=== Begin Enclosure ===

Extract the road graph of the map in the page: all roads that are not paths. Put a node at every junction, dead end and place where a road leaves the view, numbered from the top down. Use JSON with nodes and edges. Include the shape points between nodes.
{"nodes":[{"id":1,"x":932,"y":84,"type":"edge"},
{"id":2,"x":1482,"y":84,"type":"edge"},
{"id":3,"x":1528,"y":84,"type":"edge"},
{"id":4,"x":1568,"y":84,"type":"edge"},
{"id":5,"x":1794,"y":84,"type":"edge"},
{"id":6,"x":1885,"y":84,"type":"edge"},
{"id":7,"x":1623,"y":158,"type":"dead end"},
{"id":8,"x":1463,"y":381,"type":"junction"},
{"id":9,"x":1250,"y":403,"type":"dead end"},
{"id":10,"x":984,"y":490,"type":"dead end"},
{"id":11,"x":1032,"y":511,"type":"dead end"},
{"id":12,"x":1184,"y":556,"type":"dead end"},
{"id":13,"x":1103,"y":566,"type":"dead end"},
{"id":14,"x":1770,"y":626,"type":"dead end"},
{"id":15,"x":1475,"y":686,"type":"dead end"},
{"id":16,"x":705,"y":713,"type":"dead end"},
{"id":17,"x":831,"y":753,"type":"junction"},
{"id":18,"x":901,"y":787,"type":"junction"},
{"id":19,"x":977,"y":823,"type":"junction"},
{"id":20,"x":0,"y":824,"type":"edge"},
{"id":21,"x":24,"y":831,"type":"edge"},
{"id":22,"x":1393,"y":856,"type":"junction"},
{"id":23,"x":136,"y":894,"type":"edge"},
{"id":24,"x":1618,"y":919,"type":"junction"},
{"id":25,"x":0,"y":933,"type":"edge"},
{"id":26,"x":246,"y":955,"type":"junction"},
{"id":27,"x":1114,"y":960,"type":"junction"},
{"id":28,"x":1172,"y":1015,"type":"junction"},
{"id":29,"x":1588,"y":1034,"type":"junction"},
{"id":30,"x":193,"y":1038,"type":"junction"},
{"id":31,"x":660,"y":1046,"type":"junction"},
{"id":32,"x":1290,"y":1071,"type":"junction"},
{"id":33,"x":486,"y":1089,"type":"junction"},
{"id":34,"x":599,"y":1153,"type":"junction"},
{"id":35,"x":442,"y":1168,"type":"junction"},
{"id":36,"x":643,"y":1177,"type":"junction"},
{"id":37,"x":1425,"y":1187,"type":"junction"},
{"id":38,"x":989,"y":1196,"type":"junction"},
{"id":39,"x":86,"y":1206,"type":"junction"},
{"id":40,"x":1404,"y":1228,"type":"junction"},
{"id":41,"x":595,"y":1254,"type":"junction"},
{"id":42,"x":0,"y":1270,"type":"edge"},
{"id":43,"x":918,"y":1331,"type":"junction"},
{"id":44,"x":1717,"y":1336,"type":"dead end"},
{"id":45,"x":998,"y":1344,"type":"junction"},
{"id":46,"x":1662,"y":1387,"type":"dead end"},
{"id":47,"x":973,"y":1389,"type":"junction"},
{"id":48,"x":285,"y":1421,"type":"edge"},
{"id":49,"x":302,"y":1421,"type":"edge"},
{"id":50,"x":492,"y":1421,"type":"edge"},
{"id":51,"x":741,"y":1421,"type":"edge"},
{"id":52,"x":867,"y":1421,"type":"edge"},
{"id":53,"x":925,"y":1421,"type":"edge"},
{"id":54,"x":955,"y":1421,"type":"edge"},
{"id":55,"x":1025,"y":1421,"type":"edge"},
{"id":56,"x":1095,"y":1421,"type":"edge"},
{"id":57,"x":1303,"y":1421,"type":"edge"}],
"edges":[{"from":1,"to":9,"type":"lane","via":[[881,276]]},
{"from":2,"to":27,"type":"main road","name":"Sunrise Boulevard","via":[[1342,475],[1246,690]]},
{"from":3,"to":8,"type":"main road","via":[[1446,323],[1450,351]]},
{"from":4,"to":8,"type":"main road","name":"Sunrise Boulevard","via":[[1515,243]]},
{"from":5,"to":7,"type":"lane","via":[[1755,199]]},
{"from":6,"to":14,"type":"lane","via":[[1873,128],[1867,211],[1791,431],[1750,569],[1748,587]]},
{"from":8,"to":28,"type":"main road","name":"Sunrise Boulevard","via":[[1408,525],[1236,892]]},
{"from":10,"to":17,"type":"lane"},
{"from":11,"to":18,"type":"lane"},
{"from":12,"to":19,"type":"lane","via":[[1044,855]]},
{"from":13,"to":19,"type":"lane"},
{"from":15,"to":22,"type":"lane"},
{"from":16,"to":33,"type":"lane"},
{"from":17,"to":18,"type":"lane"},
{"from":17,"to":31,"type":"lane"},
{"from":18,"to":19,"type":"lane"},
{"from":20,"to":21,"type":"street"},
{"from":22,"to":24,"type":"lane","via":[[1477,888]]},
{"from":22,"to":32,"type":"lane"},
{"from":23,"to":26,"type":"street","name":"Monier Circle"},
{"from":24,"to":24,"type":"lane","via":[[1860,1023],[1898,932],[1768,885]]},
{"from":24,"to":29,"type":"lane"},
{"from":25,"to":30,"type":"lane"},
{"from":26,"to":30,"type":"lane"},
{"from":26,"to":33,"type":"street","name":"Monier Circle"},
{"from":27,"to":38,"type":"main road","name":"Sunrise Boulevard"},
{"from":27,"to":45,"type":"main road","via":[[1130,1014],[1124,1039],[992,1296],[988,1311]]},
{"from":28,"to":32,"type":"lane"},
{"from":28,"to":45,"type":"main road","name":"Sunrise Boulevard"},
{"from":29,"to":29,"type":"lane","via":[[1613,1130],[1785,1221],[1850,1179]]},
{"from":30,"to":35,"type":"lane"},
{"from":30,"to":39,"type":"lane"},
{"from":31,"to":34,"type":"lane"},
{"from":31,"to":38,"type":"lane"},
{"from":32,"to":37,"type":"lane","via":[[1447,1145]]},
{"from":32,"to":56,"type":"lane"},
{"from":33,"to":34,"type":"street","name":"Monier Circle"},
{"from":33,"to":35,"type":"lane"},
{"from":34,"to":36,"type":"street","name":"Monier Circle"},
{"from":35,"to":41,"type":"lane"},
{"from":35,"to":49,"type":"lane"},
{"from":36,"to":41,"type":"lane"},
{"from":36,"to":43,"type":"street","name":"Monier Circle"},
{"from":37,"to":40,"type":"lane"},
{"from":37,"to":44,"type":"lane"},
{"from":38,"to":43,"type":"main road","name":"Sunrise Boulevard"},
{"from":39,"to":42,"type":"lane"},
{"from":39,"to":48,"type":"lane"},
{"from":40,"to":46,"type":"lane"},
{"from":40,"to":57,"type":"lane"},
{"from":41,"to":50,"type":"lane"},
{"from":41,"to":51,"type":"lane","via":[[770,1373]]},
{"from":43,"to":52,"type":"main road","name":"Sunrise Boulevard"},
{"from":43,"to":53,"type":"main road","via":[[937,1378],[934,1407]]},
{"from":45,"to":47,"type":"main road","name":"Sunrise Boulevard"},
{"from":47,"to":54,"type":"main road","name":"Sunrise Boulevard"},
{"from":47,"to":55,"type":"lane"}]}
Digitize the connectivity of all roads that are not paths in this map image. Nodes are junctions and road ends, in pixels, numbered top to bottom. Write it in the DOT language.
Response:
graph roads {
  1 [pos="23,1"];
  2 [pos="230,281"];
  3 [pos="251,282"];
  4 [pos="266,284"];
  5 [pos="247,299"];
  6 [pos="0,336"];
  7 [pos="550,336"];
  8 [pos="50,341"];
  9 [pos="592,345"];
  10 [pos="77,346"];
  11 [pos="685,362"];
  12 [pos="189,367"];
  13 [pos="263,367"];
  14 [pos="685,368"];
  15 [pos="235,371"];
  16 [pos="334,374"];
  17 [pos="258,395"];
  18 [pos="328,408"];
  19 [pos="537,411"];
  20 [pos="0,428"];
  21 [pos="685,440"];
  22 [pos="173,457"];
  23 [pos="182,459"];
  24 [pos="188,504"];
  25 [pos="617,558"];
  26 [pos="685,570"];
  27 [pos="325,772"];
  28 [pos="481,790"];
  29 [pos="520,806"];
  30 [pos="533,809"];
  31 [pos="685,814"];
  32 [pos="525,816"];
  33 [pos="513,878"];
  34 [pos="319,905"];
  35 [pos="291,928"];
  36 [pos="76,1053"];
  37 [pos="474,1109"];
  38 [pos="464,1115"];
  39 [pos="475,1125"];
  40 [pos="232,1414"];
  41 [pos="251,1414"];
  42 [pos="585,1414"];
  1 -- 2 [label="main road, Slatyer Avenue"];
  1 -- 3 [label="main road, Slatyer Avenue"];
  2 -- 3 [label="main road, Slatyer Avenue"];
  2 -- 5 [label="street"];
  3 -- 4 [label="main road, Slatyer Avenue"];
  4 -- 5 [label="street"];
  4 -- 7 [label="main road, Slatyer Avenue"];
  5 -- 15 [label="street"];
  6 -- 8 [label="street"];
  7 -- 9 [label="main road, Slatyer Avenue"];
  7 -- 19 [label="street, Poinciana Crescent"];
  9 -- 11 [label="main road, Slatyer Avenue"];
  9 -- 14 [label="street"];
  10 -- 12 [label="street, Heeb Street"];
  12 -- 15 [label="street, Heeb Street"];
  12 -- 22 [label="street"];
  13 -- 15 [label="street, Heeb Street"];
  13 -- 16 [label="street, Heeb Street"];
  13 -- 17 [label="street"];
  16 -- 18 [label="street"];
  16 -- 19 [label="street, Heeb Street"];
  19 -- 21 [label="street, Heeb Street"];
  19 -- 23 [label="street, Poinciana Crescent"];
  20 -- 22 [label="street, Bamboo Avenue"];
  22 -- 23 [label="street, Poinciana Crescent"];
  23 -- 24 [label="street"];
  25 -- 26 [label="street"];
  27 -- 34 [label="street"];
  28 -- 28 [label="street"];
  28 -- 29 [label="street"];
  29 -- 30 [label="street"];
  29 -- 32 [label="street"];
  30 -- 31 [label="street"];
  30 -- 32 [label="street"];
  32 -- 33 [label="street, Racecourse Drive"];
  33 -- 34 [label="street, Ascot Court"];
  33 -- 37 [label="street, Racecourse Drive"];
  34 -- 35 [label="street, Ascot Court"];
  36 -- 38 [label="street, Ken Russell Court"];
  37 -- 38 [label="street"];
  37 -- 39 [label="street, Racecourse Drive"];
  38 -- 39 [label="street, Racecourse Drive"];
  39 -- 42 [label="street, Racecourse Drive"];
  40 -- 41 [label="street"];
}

=== End Enclosure ===

• WHAT TO WORK ON: Pick out each line in the material containing "that".

• ANSWER TO THE EXERCISE:
Extract the road graph of the map in the page: all roads that are not paths. Put a node at every junction, dead end and place where a road leaves the view, numbered from the top down. Use JSON with nodes and edges. Include the shape points between nodes.
Digitize the connectivity of all roads that are not paths in this map image. Nodes are junctions and road ends, in pixels, numbered top to bottom. Write it in the DOT language.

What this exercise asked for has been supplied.